Certain information and footnote disclosures normally included in financial
statements prepared in accordance with generally accepted accounting
principles have been condensed or omitted. These consolidated financial
statements should be read in conjunction with the financial statements and
notes thereto as of November 30, 1998 and the Form 10-KSB as of November 30,
1998.
2. ACCOUNTING FOR INCOME TAXES
The Company has acquired net operating loss carry forwards relating to the
SYF merger of approximately $670,000 which are available to offset future
taxable income. However, to the extent such loss carry forwards are utilized
to reduce future operating income, the related tax benefit will first be
credited to goodwill until fully eliminated and then to income. In the six
months ending May 31, 1999, the Company had taxable income of approximately
$252,000 that resulted in a reduction of goodwill of approximately $85,700.
Utilization of these losses is limited based on the taxable income generated
by the activity that generated these losses and expire beginning in 1999.
The Company also has net operating loss carry forwards for tax purposes of
approximately $640,000 relating to losses incurred subsequent to the SYF
acquisition which expire beginning in 2006.
As a result of the proposed merger discussed in Note 4, the availability of
the net operating loss carry forwards may be limited.
3. LITIGATION
During 1998, the Company exercised its option to purchase the building that
houses its corporate headquarters for a total cost of $425,000. However, the
seller claimed that the Company failed to strictly comply with the written
option to purchase. As a result, the Company commenced a civil action against
the seller to enforce the seller's obligation to sell the building to the
Company and is awaiting a trial date. If the Company prevails in its
litigation, it expects to finance the cost of the building
4. PROPOSED MERGER
On May 5, 1999, the Company announced that the proposed merger between the
Company and Interfoods of America, Inc., a Miami based Popeye's Chicken
franchisee, which was previously announced by both Companies on December 16,
1998, had been canceled. At the same time, the company announced a new
proposed merger between it and a private Michigan corporation, R Corp, whose
shareholders include certain members of Tubby's current management.
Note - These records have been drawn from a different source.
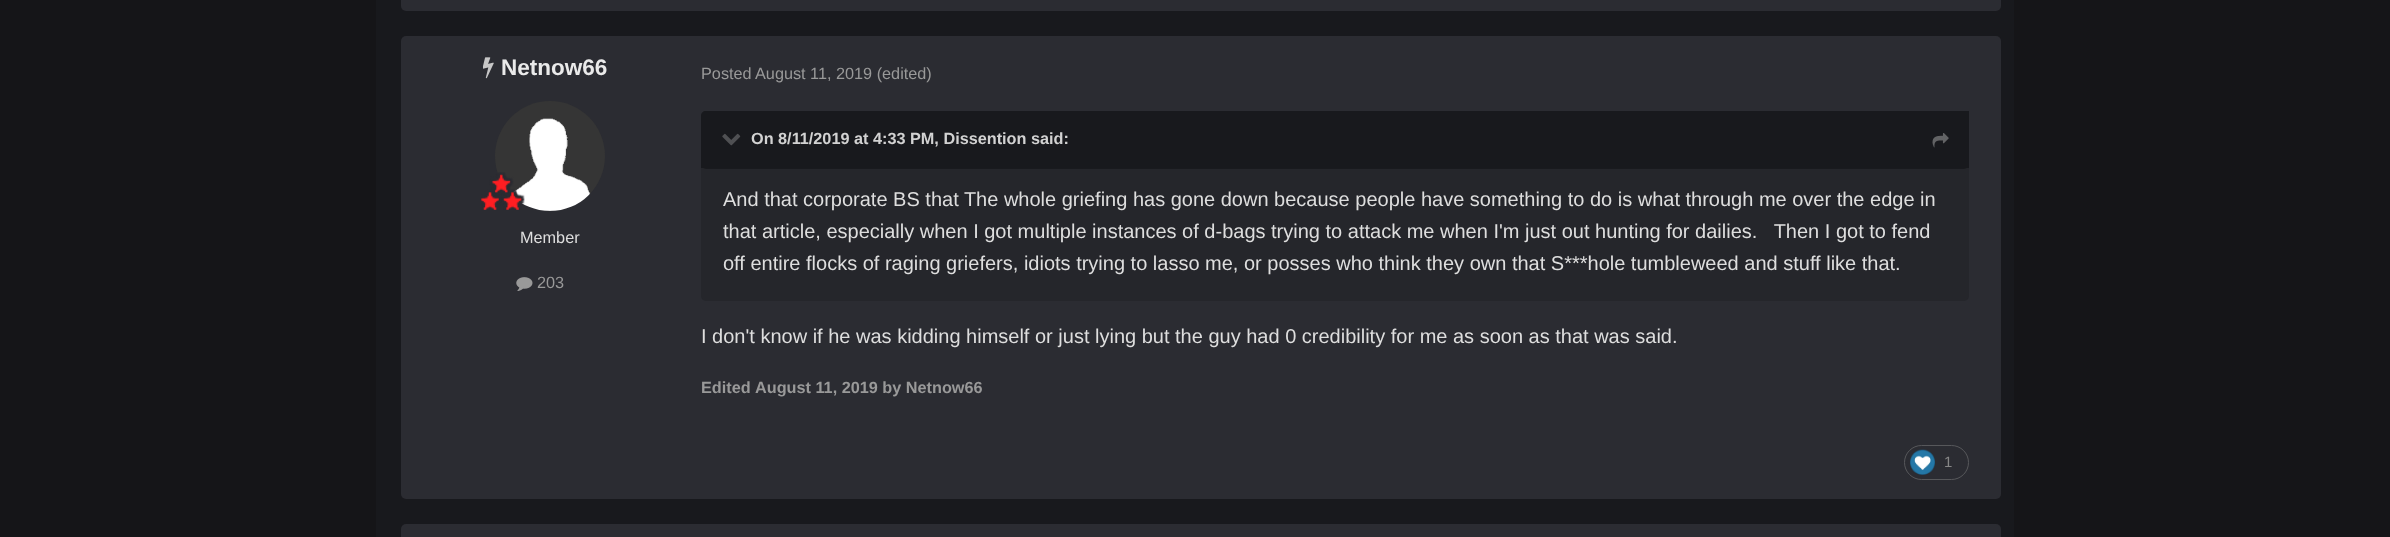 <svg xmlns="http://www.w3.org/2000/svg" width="2390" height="537">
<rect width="100%" height="100%" fill="#151518"/>
<rect x="376" width="1638" height="537" fill="#18191d"/>
<rect x="401" y="-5" width="1600" height="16" rx="5" fill="#2b2c32"/>
<rect x="401" y="36" width="1600" height="463" rx="5" fill="#2b2c32"/>
<image x="483" y="57" width="11" height="22" href="media/1.png"/>
<text x="501" y="75" style="font-family:Liberation Sans;font-size:22.5px;font-weight:bold;fill:#eaeaea">Netnow66</text>
<image x="495" y="101" width="110" height="110" href="media/2.png"/>
<image x="481" y="172" width="44" height="38" href="media/3.png"/>
<text x="520" y="243" style="font-family:Liberation Sans;font-size:16.25px;fill:#dedede">Member</text>
<image x="516" y="277" width="17" height="14" href="media/4.png"/>
<text x="537" y="288" style="font-family:Liberation Sans;font-size:16.25px;fill:#999">203</text>
<text x="701" y="79" style="font-family:Liberation Sans;font-size:16.25px;fill:#999">Posted</text>
<text x="755" y="79" style="font-family:Liberation Sans;font-size:16.25px;fill:#999">August 11, 2019 (edited)</text>
<rect x="701" y="111" width="1268" height="190" rx="5" fill="#25262b"/>
<rect x="701" y="113" width="1268" height="56" rx="5" fill="#0000004d" filter="blur(0.5px)"/>
<path d="M706 111h1263v57h-1268v-52c0-3 2-5 5-5z" fill="#18191d"/>
<image x="722" y="133" width="19" height="13" href="media/5.png"/>
<text x="751" y="144" style="font-family:Liberation Sans;font-size:16.25px;font-weight:bold;fill:#d2d2d2">On 8/11/2019 at 4:33 PM, Dissention said:</text>
<image x="1932" y="133" width="17" height="15" href="media/6.png"/>
<text x="723" y="206" style="font-family:Liberation Sans;font-size:20px;fill:#dedede">And that corporate BS that The whole griefing has gone down because people have something to do is what through me over the edge in</text>
<text x="723" y="238" style="font-family:Liberation Sans;font-size:20px;fill:#dedede" xml:space="preserve">that article, especially when I got multiple instances of d-bags trying to attack me when I'm just out hunting for dailies.   Then I got to fend</text>
<text x="723" y="270" style="font-family:Liberation Sans;font-size:20px;fill:#dedede">off entire flocks of raging griefers, idiots trying to lasso me, or posses who think they own that S***hole tumbleweed and stuff like that.</text>
<text x="701" y="343" style="font-family:Liberation Sans;font-size:20px;fill:#dedede">I don't know if he was kidding himself or just lying but the guy had 0 credibility for me as soon as that was said.</text>
<text x="701" y="393" style="font-family:Liberation Sans;font-size:16.25px;font-weight:bold;fill:#999">Edited</text>
<text x="755" y="393" style="font-family:Liberation Sans;font-size:16.25px;font-weight:bold;fill:#999">August 11, 2019 by Netnow66</text>
<rect x="1904.5" y="445.5" width="64" height="34" rx="17" fill="none" stroke="#57585b"/>
<image x="1910" y="449" width="25" height="26" href="media/7.png"/>
<text x="1944" y="467" style="font-family:Liberation Sans;font-size:15px;fill:#878787">1</text>
<rect x="401" y="524" width="1600" height="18" rx="5" fill="#2b2c32"/>
</svg>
Pursuant
to this proposed merger, all of the shareholders of Tubby's, other than
shareholders that are shareholders of R Corp, would receive cash in exchange
for their shares. The Company announced that, although the
-7-
price per share had not been definitively set, the shares would be valued at
somewhere between eighty cents and a dollar ($.80 -- $1.00) and that,
ultimately, the proposed merger would be subject to a vote of the Company's
shareholders. On July 16, 1999, the Company definitively established the
merger price at $1.10 per share. The proposed merger is contingent on
receiving a fairness opinion from an independent valuation firm and a written
commitment from a lender for adequate financing to complete the proposed
merger. After those contingencies are satisfied, the Company intends to file
a preliminary Proxy Statement and to present the proposed merger for a vote
of the Company's Shareholders.
-8-
PART I - FINANCIAL INFORMATION
ITEM 2 - MANAGEMENT'S DISCUSSION AND ANALYSIS OF FINANCIAL CONDITION AND
RESULTS OF OPERATION.
The following discussion should be read in conjunction with the attached
condensed consolidated financial statements and notes thereto and with the
Company's Form 10-KSB and audited financial statements and notes thereto for
the fiscal year-ended November 30, 1998.
FINANCIAL CONDITION
Cash and Equivalents, Certificates of Deposit, and Investments increased by
$202,508 for the six months ended May 31,1999, compared with a decrease of
$331,358 for the six months ended May 31, 1998. The current period increase
in the Company's cash position resulted primarily from net income of
$166,333, non-cash expenses of depreciation and amortization of $61,786 and
federal tax expense of $85,687 and from decreases in accounts payable of
$64,216 and in deferred revenue of $78,606.
Consolidated Revenues increased by $1,335,653 primarily as a result of an
increase in SDS Product Sales of $1,365,196. Consolidated Expenses increased
by $1,081,159 primarily due to an increase in Cost of Product Sales of
$985,729. Other fluctuations of lesser significance are explained below.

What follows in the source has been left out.